Sprache neu erfinden

Auch Ilse Aichinger ist in der Diktion der rassistischen Nürnberger Gesetze "Halbjüdin". Als solche bleibt sie im Lande, um ihre Mutter vor der Deportation zu schützen, während ihre Zwillingsschwester mit einem Kindertransport nach England fliehen konnte. Ellen im Roman verliert, wie Ilse Aichinger, ihre geliebte Großmutter. Die Großmutter im Roman stirbt durch Selbstmord, die in der Realität wird deportiert und ermordet.

"Die größere Hoffnung" ist der erste deutschsprachige Roman der Nachkriegszeit, in dem die Vernichtung der Juden thematisiert wird. In einer Sprache, die nach den Deformationen der Nazizeit erst wieder neu erfunden werden musste. Worte wie Nationalsozialismus, Judentum, Konzentrationslager werden vermieden, eigene Erfahrungen literarisch verwandelt.

Literarisches Denkmal für den Vater

Aichingers Vater war kein Nazi, sondern ein weltfremder Büchermensch, der alle verfügbaren Ausgaben seines Lieblingsautors Adalbert Stifter kaufte - auch wenn die Familie daneben fast verhungert wäre. "Nicht er hatte die Bücher", sagt Ilse Aichinger durchaus verständnisvoll, "die Bücher hatten ihn." Aichinger hat auch für die Mutter Verständnis, die sich 1927, als die Zwillinge gerade sechs Jahre alt waren, von ihrem Mann scheiden ließ.

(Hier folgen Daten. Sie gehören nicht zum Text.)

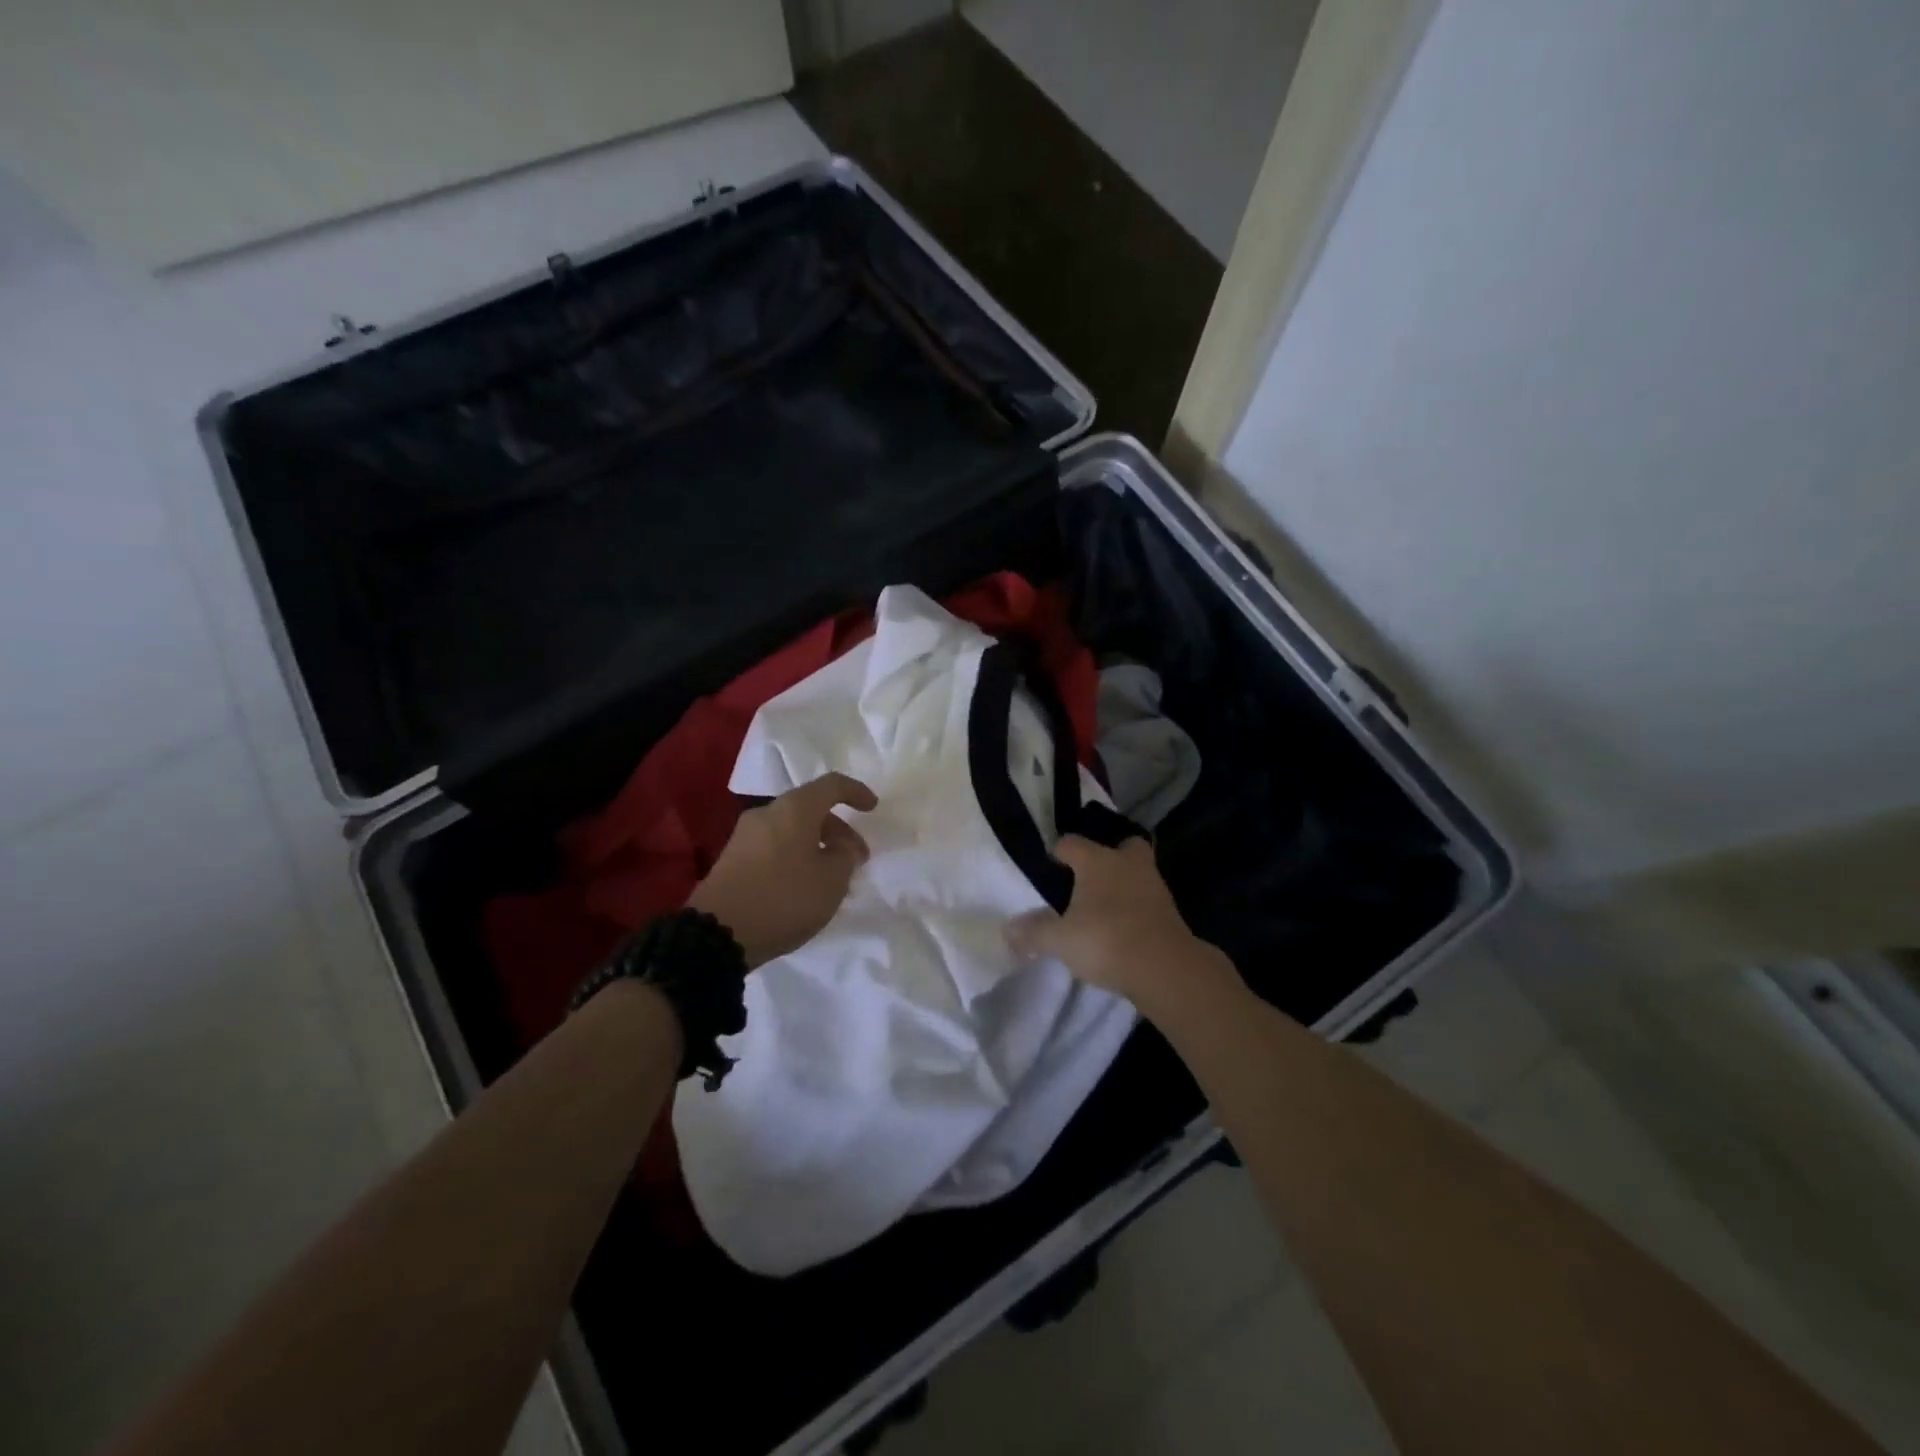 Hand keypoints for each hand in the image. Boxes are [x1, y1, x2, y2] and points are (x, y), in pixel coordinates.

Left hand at [687, 772, 877, 966]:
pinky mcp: (732, 859)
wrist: (717, 933)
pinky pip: (774, 846)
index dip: (856, 792)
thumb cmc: (784, 899)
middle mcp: (767, 813)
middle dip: (838, 830)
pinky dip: (795, 856)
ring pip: (791, 829)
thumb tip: (840, 845)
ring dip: (816, 845)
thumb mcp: (831, 881)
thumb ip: (845, 856)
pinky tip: (803, 885)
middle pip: (810, 809)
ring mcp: (745, 835)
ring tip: (831, 877)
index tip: (873, 808)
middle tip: (856, 858)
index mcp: (794, 809)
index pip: (832, 785)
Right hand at [1005, 836, 1222, 1006]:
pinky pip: (1148, 899)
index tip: (1050, 869)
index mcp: (1097, 860)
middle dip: (1108, 856)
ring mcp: (1153, 885)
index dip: (1058, 853)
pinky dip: (1137, 908)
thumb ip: (1033, 933)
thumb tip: (1007, 930)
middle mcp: (1127, 863)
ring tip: (1105, 907)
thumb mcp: (1060, 940)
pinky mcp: (1170, 911)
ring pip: (1137, 872)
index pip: (1071, 843)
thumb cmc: (1105, 940)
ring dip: (1124, 883)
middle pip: (1121, 845)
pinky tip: (1124, 927)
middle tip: (1090, 878)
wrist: (1164, 968) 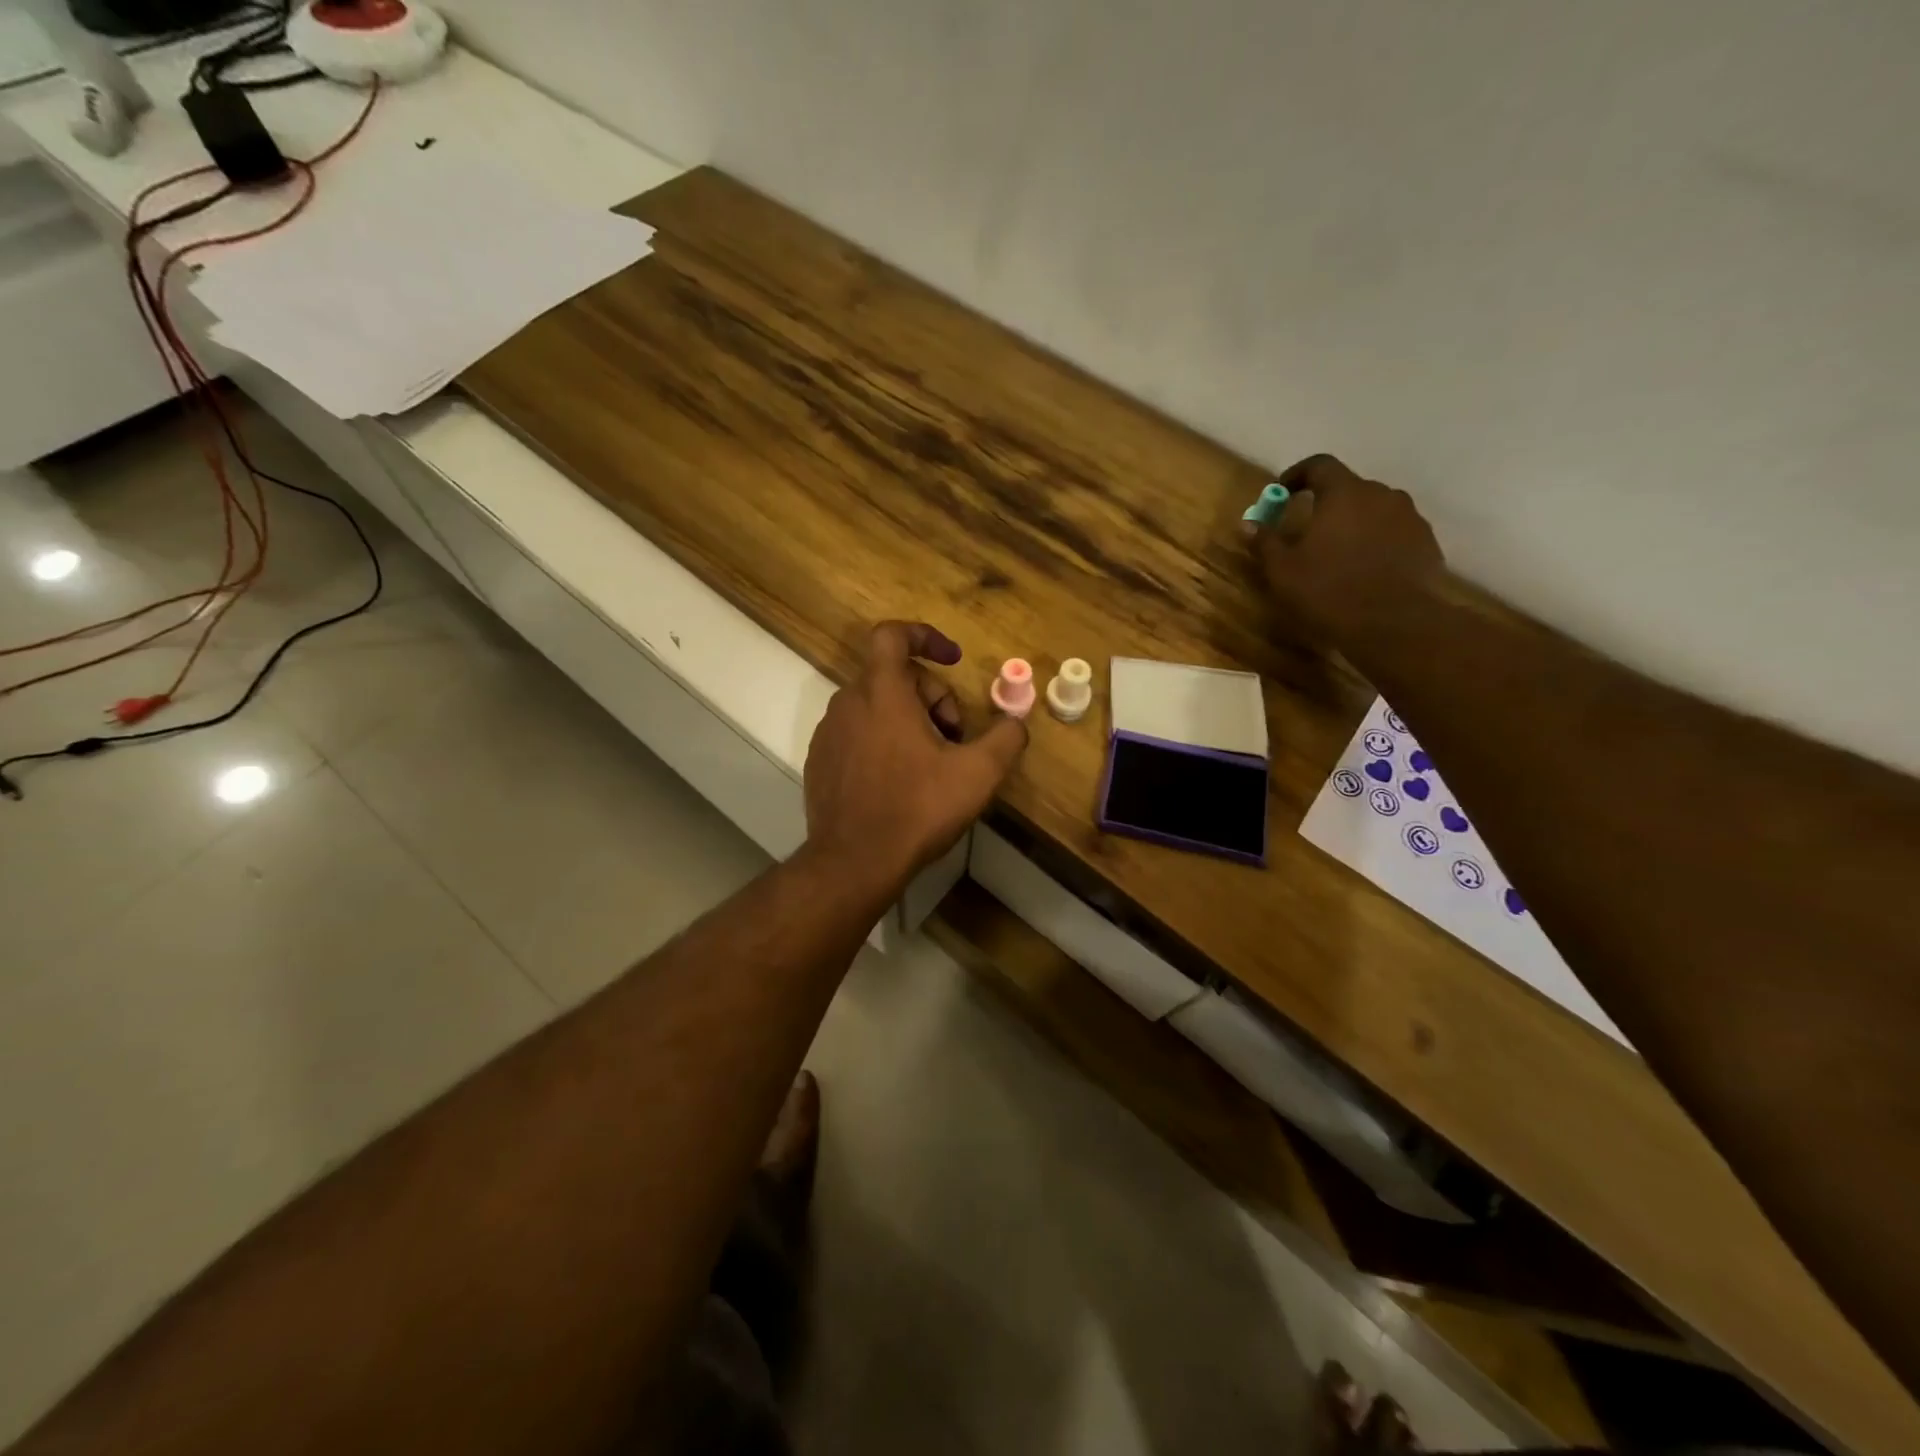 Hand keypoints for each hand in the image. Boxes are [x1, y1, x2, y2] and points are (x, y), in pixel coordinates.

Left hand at [802, 622, 1028, 890]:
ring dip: (909, 720)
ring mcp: (828, 733)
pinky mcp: (820, 761)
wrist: (853, 863)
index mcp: (882, 693)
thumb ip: (1006, 738)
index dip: (926, 636)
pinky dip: (883, 741)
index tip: (953, 660)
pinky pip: (857, 732)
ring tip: (931, 764)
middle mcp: (848, 703)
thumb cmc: (916, 809)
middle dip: (932, 697)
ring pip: (876, 705)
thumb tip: (1016, 722)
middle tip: (954, 738)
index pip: (892, 635)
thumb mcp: (978, 774)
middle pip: (894, 676)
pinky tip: (900, 782)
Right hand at [1253, 454, 1445, 649]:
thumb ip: (1265, 542)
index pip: (1319, 465)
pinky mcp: (1426, 542)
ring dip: (1355, 524)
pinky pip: (1395, 532)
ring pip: (1375, 510)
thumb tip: (1247, 524)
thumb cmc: (1329, 590)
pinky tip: (1366, 570)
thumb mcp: (1283, 571)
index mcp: (1343, 493)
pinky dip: (1377, 542)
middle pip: (1349, 488)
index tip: (1282, 492)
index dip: (1297, 475)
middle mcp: (1381, 494)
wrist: (1394, 623)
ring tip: (1340, 553)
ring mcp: (1409, 517)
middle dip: (1327, 504)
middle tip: (1309, 531)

Der Vater kümmerte sich auch danach und während des Krieges, soweit es ihm möglich war, um die Familie. Ilse Aichinger hat ihm in dem Text "Mein Vater aus Stroh" ein Denkmal gesetzt - ein verschlüsselter, experimenteller Text, wie vieles, das Ilse Aichinger durch die Jahrzehnte geschrieben hat. Berühmt aber wurde sie mit der "Spiegelgeschichte", die im Jahr 1952 den Preis der Gruppe 47 erhielt. Das Leben eines nach einer Abtreibung im Sterben liegenden Mädchens wird in Dialogform retrospektiv aufgerollt.

Preisregen

Nach diesem Erfolg war Ilse Aichinger Darling der damaligen Literaturszene. 1953 heiratete sie den Schriftsteller Günter Eich - den bescheidensten und unauffälligsten aller Kollegen -, der bereits 1972 starb. Wie ihr Mann machte auch sie mit Hörspielen Furore und hat für ihr Werk fast alle Preise gewonnen, die man bekommen kann. Nur der Georg-Büchner-Preis wurde ihr bis heute verwehrt.

Nach Jahren in Deutschland und in Großgmain bei Salzburg kehrte Aichinger 1988 nach Wien zurück. 1998 kam ihr Sohn, der Schriftsteller Clemens Eich, bei einem Unfall ums Leben. 2004 starb Richard Reichensperger, ihr persönlicher Betreuer, Freund und bester Kenner ihres Werks.

Totaler Kinofan

Heute sitzt Ilse Aichinger im Rollstuhl. Solange sie konnte, ging sie mehrmals täglich ins Kino und zog, gehüllt in einen überdimensionalen Trenchcoat und bewaffnet mit einem Plastiksackerl, durch die Kaffeehäuser der Stadt. Man hätte sie für eine Strotterin halten können. Viele suchten das Gespräch mit ihr, zu dem sie immer bereit war - nicht aus Freude darüber, erkannt zu werden, sondern, wie sie selbst sagte, weil es ihr die Zeit bis zum ersehnten Verschwinden vertrieb. Wer mit ihr gesprochen hat, bekam nicht nur ihre radikale Denkweise zu hören, sondern auch ihre Liebe zu den Verlierern der Wohlstandsgesellschaft und ihre paradoxe Lebenslust zu spüren.